Add persistent memory proposal to docs directory

2024-11-22 15:08:54 +03:00 · 2022-07-30 12:22:05 -05:00 · 2022-07-30 12:22:05 -05:00 · fd1d85c171
commit fd1d85c171
parent 26424c4bae
1 changed files with 93 additions and 0 deletions
--- a/docs/persistence.md
+++ b/docs/persistence.md
@ -0,0 +1,93 @@
+# New Mars persistence
+
+New Mars requires a persistence layer. Nouns which are allocated in the top frame of a 2stackz memory manager can only be freed by resetting the stack. This loses all nouns. Therefore, for nouns which persist between computations, another arena is needed.
+
+These are also the nouns which should be included in a snapshot. Therefore, this arena ought to exist in memory mapped to persistent storage. This also represents a solution to the loom size limit: since memory is block-storage-backed, we can grow the Arvo state much larger than physical RAM or system swap space permit, and rely on virtual memory to make pages resident when we read them.
+
+Since this memory will never be used to directly allocate a noun, we do not need the speed of bump-allocating. We do require stable addressing along with fragmentation resistance. Therefore, we will take design cues from `malloc` implementations, and maintain information about free spaces in our memory arena. For nouns, freeing will be triggered by tracing or reference counting from a set of roots.
+
+This implies that any noun used as an input to a computation run in a stack arena must be maintained as a root until that computation completes. For instance: an Arvo core stored in persistent memory is used as input to an event computation. This core is maintained as a root in the persistent arena until the computation has completed.
+
+## Copy-on-Write File-Backed Memory Arena
+
+As the [Varnish](https://varnish-cache.org/docs/trunk/phk/notes.html) notes point out: a userspace program ought not to go to great lengths to juggle disk vs memory residency for persistent data. This is something the (terran) operating system already puts large amounts of work into. It is not necessary to work very hard to manage eviction and restoration of immutable data. At the greatest extent of effort, judicious use of `madvise` calls can reduce block storage wait times.
+
+Every page in our memory-backed arena is mapped to a region of a file. This ensures that the operating system can evict the page at will, without need for swap space. The file contains an index which is read when the process starts, describing which regions should be mapped to which virtual memory addresses. This permits us to persist data without serialization or deserialization. The file stores a memory image of the persistent arena.
+
+What is more difficult is to ensure that data *written* to the arena is fully synchronized and that the persistent index between file and memory locations do not point to corrupted data.
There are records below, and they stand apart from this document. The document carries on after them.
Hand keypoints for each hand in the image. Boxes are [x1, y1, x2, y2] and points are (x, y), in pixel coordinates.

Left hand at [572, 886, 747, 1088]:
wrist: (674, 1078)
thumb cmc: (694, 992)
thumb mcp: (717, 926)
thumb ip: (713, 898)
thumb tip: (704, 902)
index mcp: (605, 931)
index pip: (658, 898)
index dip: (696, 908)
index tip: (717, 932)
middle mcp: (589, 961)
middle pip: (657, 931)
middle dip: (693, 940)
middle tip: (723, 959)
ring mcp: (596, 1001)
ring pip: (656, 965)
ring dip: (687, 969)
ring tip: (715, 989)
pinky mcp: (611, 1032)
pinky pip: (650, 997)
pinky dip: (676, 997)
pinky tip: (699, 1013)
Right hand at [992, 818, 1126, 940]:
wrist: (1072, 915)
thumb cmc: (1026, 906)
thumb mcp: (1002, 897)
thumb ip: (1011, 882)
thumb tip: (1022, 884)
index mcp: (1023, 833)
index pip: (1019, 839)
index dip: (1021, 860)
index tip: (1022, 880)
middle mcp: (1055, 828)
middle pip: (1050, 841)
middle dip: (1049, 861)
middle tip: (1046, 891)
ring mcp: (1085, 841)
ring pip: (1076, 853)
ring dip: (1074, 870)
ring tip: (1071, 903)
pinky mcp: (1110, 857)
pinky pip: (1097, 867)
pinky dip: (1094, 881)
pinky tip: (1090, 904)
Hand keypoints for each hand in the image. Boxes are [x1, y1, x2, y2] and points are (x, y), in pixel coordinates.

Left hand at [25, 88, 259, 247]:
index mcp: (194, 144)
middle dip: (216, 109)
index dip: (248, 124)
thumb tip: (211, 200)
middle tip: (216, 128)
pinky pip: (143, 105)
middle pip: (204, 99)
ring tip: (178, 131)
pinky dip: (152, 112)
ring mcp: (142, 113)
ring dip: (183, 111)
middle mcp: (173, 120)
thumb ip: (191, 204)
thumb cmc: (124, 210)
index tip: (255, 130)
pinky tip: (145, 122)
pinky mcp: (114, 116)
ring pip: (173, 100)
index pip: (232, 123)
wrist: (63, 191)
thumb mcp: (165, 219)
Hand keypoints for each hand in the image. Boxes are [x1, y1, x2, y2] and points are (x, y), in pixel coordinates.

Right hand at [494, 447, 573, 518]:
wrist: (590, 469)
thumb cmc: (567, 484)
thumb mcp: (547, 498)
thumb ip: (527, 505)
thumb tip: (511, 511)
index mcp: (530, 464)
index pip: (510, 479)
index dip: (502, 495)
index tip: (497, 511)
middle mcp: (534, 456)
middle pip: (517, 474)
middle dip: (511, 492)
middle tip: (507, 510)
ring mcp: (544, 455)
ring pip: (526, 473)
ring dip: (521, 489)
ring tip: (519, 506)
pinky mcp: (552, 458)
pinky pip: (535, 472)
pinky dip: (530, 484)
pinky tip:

This is addressed with a "copy-on-write" strategy, similar but not identical to that of [LMDB](http://www.lmdb.tech/media/20120829-LinuxCon-MDB-txt.pdf).
+
+The copy-on-write strategy ensures that commmitted data is not corrupted. Since it is not possible to "atomically" write data to disk, committed data is not overwritten, but rather copied and modified. Committing then progressively ensures that this new data is durably written to disk, and that the index of disk regions to memory regions is durably updated, before it will permit the previous copy to be overwritten.
+
+### Handling writes to the arena
+
+By default, pages in the persistent memory arena are protected read-only (`PROT_READ` flag to `mmap()` or `mprotect()`). This means that an attempt to write through a pointer into such a page will trigger a protection fault, raising a SIGSEGV to our process.
+
+To handle this signal and resolve the fault, our handler will:
+
+- record the page as being in the middle of a copy-on-write, so other threads faulting will not also attempt to copy the page.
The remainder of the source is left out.